CP We have appointed 79 of our dealers as business centres and we’ll have 90 by the end of 2009. All the centres will employ sales people who have received training specifically on commercial vehicles. Furthermore, the centres will have the ability thanks to the training they have received to put together finance packages that will appeal to small- to medium-size businesses. As a company we know how to deal with the local business community; plumbers, electricians, builders and other trades people. So far as we are concerned they are major customers.

RH The fact that we as a group own a bank gives us a considerable advantage when it comes to talking about finance. It’s a strong point in our favour and we have a wide-ranging portfolio of finance offers.

Is it the case that only business centres will be allowed to sell vans from now on?

CP No. All Citroën dealers can still sell vans and I don’t see that changing in the future. What business centres will do is provide customers with more of a bespoke service, especially where conversions and some of the more sophisticated finance products, for example, are concerned.

Are you laying down any ground rules covering dealer workshop opening hours?

RH We want to encourage dealers to offer extended opening hours and even 24-hour opening, but we’re trying not to be proscriptive in this area. Different dealerships have different trading conditions and somebody with a site just off the M25 is not going to be in the same circumstances as somebody with a site in, say, Stirling in Scotland. What we have to do is understand what’s necessary for the local marketing area so far as each dealership is concerned rather than go in with an iron fist. I think that would be the wrong approach.

CP What we certainly appreciate is that customers cannot afford to leave their van to be serviced on, say, a Monday afternoon if they need it for work.

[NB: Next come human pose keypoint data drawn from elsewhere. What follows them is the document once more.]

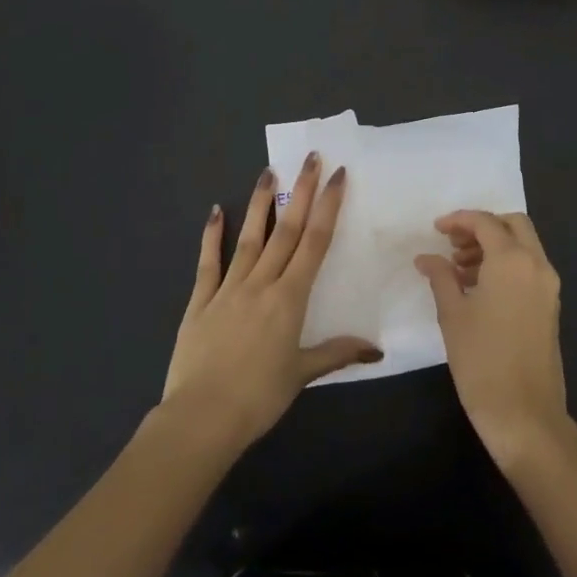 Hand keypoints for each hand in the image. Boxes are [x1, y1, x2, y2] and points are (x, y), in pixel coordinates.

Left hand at [162, 154, 380, 449]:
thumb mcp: (302, 374)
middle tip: (310, 158)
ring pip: (249, 238)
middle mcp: (261, 283)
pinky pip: (208, 263)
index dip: (327, 207)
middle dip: (301, 192)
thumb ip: (336, 353)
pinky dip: (212, 236)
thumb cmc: (258, 397)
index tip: (337, 176)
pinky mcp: (200, 302)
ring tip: (268, 172)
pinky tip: (214, 211)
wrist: (201, 418)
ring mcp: (228, 289)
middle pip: (286, 230)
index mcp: (289, 298)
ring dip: (260, 204)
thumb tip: (376, 348)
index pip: (314, 243)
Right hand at [415, 210, 571, 471]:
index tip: (436, 229)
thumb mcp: (452, 314)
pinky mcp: (550, 306)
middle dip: (483, 227)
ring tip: (459, 268)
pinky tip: (478, 287)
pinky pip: (529, 268)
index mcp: (512, 260)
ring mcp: (548, 286)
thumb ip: (440, 277)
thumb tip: (426, 258)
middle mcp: (537, 265)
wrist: (525, 414)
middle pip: (513, 225)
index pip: (486, 223)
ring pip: (524, 246)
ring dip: (494, 246)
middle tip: (453, 244)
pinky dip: (506, 265)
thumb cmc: (481, 360)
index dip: (459, 220) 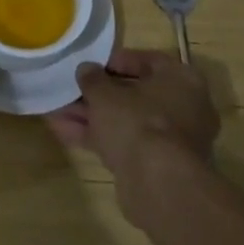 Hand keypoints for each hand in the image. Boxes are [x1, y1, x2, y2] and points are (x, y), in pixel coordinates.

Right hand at [48, 49, 221, 224]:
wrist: (158, 183)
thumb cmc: (137, 121)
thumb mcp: (105, 93)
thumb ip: (93, 78)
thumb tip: (86, 70)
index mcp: (182, 80)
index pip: (148, 61)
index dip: (116, 61)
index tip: (91, 66)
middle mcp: (186, 108)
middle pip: (136, 95)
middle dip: (99, 95)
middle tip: (71, 91)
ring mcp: (174, 140)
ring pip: (128, 121)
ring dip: (93, 117)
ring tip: (57, 112)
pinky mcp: (160, 166)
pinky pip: (127, 143)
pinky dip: (100, 138)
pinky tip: (65, 133) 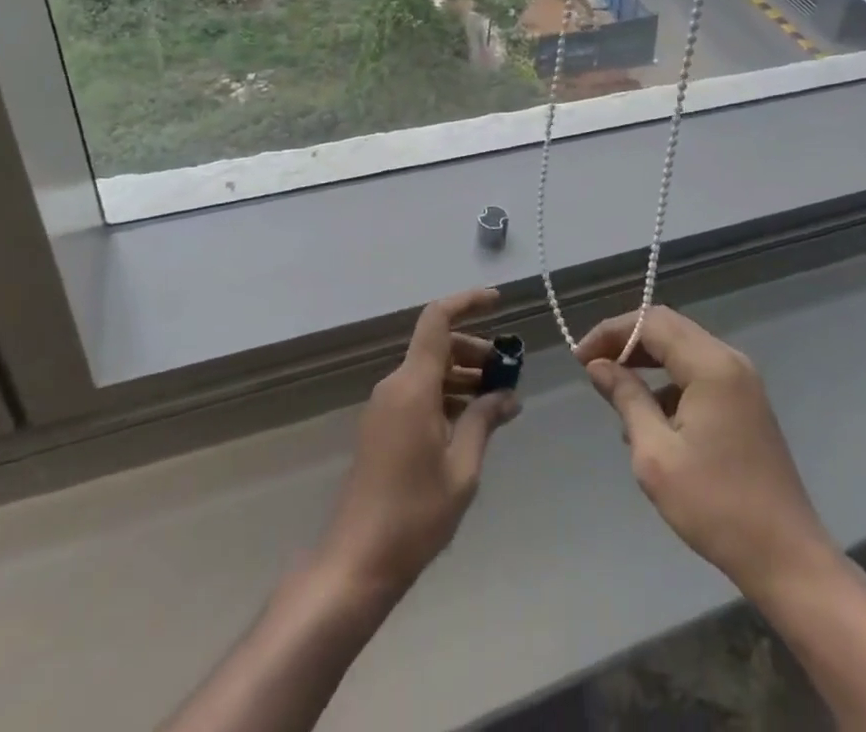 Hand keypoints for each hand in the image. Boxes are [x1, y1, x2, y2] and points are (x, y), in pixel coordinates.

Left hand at [318, 288, 520, 598]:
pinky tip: (472, 421)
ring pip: (429, 370)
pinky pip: (419, 392)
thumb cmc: (414, 515)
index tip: (499, 302)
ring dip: (463, 375)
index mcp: (413, 386)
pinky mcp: (382, 427)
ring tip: (497, 400)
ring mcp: (385, 406)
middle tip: (508, 373)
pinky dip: (447, 395)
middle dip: (475, 350)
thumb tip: (507, 395)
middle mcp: (395, 386)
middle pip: (437, 345)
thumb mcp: (462, 469)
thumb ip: (484, 421)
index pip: (437, 320)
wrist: (356, 562)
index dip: (467, 302)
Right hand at [578, 306, 838, 598]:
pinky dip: (669, 380)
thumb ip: (627, 399)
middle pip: (669, 328)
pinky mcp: (746, 402)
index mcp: (711, 365)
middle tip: (592, 365)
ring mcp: (742, 381)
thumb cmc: (715, 506)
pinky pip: (699, 372)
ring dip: (647, 360)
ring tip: (614, 389)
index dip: (612, 332)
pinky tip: (650, 416)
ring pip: (684, 349)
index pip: (652, 323)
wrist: (786, 557)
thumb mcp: (656, 455)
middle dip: (627, 340)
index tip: (579, 358)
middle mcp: (730, 360)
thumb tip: (598, 366) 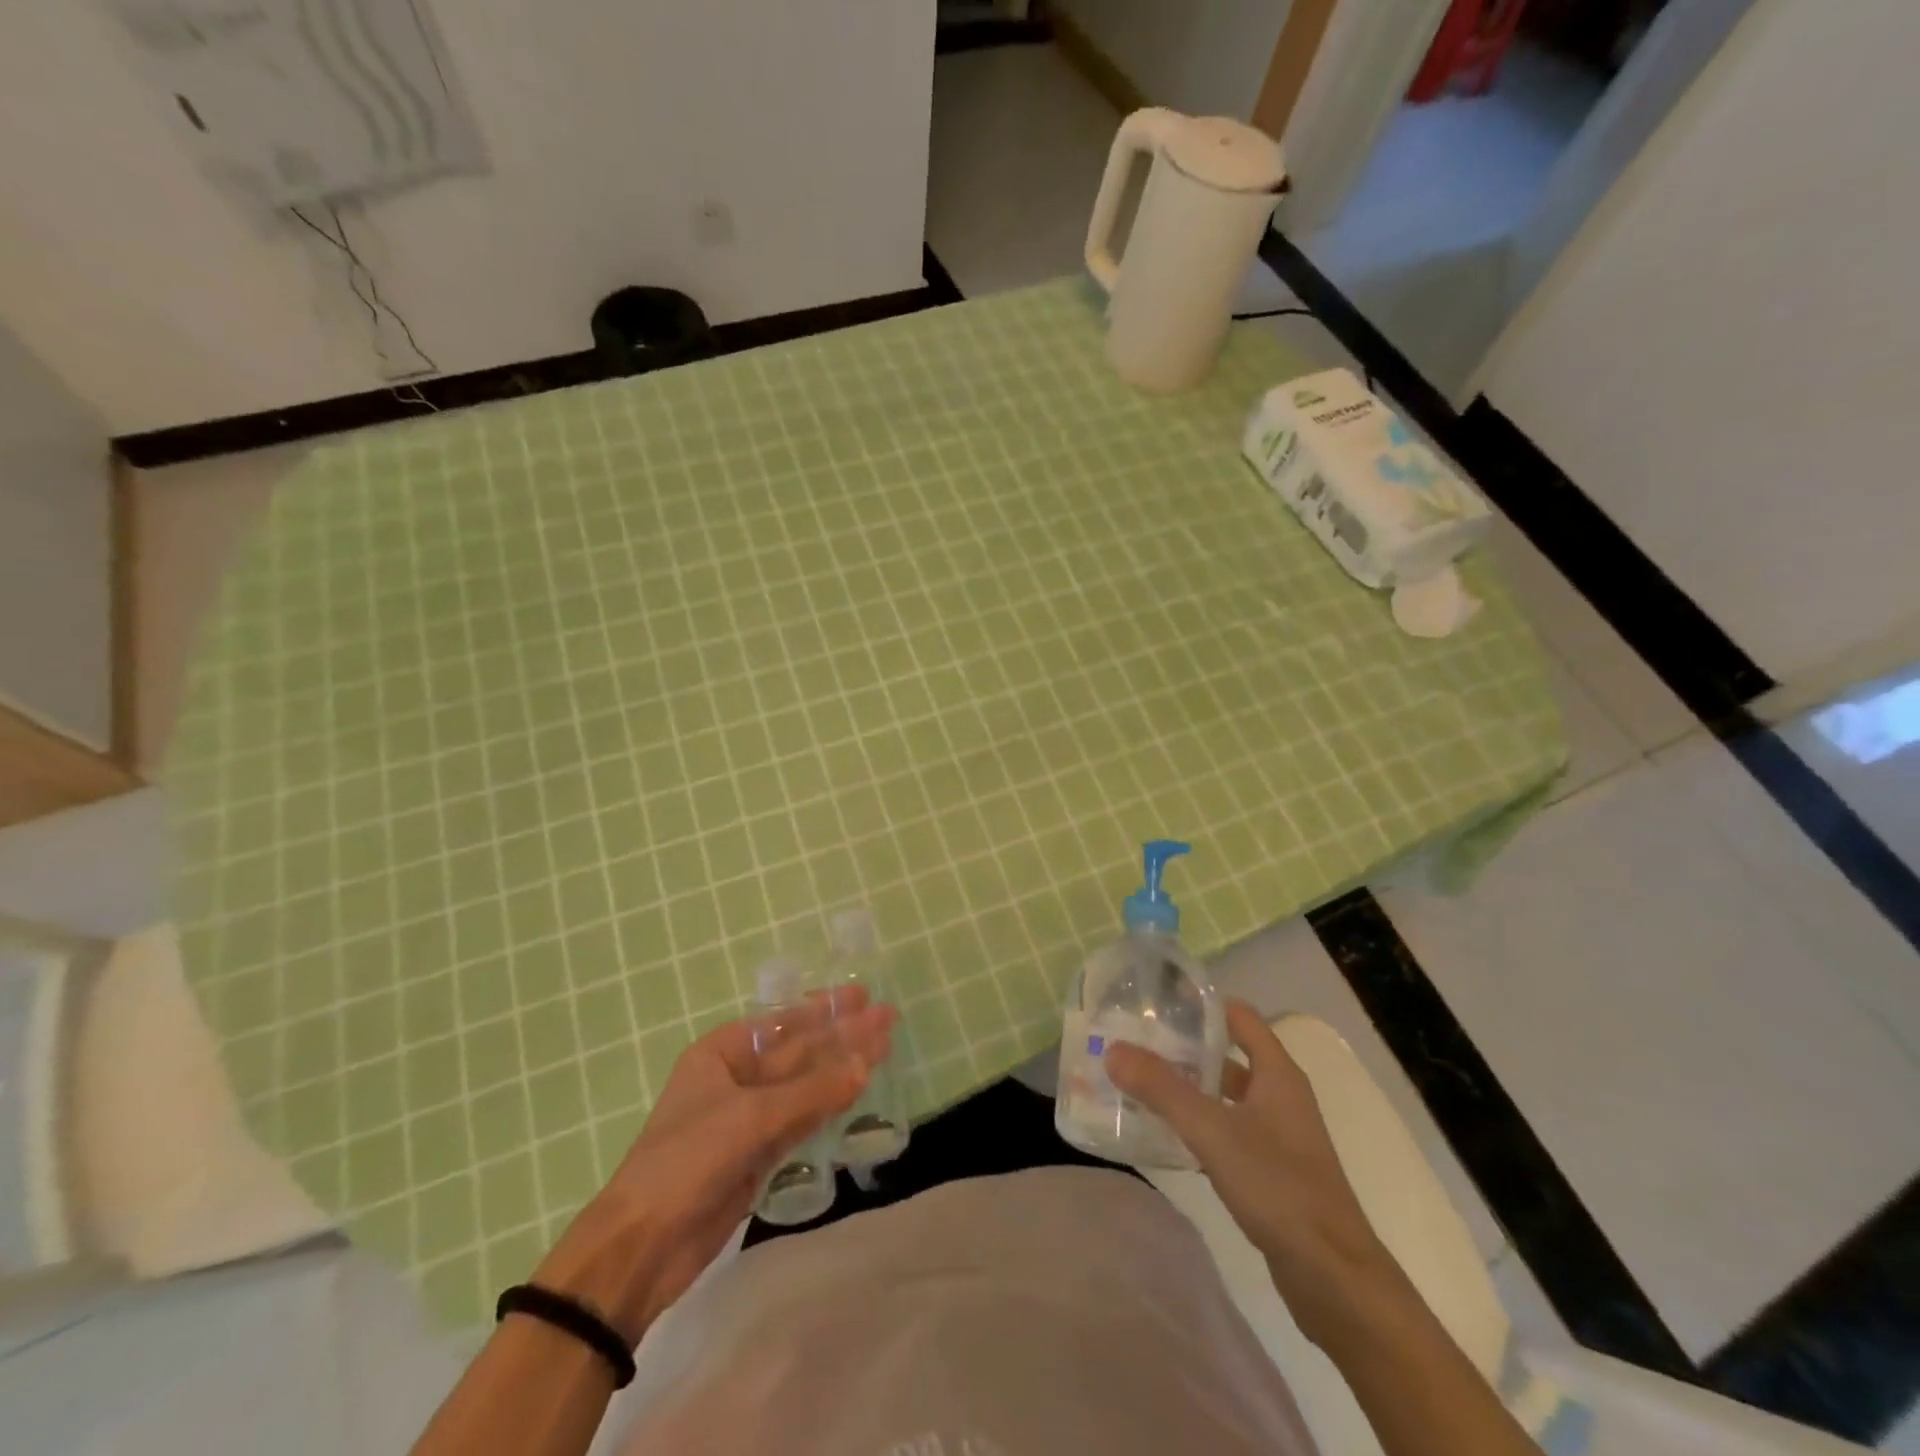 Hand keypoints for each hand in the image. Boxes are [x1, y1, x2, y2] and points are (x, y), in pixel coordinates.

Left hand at [533, 991, 895, 1342]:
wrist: (644, 1246)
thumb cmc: (687, 1159)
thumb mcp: (750, 1117)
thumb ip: (811, 1092)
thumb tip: (864, 1066)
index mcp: (721, 1053)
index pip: (782, 1021)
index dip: (824, 1008)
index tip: (862, 995)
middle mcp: (736, 1078)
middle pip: (800, 1050)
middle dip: (842, 1035)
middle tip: (887, 1017)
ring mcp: (749, 1117)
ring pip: (806, 1085)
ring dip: (843, 1068)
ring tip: (884, 1047)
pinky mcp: (760, 1154)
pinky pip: (803, 1119)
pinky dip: (830, 1105)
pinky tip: (858, 1089)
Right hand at [1106, 999, 1396, 1339]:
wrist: (1334, 1278)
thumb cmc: (1279, 1186)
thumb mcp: (1213, 1130)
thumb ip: (1162, 1089)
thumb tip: (1114, 1049)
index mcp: (1278, 1074)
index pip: (1240, 1017)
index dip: (1202, 1004)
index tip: (1158, 1001)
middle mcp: (1280, 1096)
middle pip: (1228, 1056)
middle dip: (1184, 1048)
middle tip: (1135, 1043)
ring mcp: (1278, 1135)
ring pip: (1225, 1096)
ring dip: (1188, 1088)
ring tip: (1139, 1084)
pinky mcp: (1270, 1171)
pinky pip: (1226, 1131)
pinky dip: (1197, 1125)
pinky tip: (1164, 1134)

And we also understand that if we let somebody have a courtesy vehicle, then it has to be a van they can use for their business rather than a car.

Have you been able to keep the dealer network together given the current economic climate?

RH Yes; remarkably well. Admittedly we’ve had one or two casualties, but the fact that the numbers are so low is absolutely fantastic. We do of course have many dealers who have been with the network for a long time and of late they’ve been joined by a number of large dealer groups that are proving to be strong partners for us. We’ve got around 200 dealers in total.

The Ready to Run line-up referred to earlier includes dual-fuel versions of Nemo, Berlingo and Dispatch converted by Nicholson McLaren to run either on environmentally friendly liquefied petroleum gas (lpg), or petrol. Is it the case that customers are still willing to invest in vehicles like these given the downturn in the economy, or are environmental concerns playing second fiddle to price?

CP There is still a strong demand for such vehicles. Remember that operators of this sort of van can claim exemption from the London congestion charge and that lpg remains a relatively cheap fuel. Remember too that many operators wish to demonstrate their green credentials to their own customers.

Citroën is also developing another electric version of the old-style Berlingo First – several of them are already on trial with La Poste, the French post office – and is working with UK company Ashwoods Automotive to develop a range of hybrid systems suitable for Berlingo, Dispatch and Relay. What impact do you think they will have?

RH The van market looks as though it is heading in the same direction as the car market. This will compel light commercial customers to look at this sort of technology; if not now, then certainly in the future.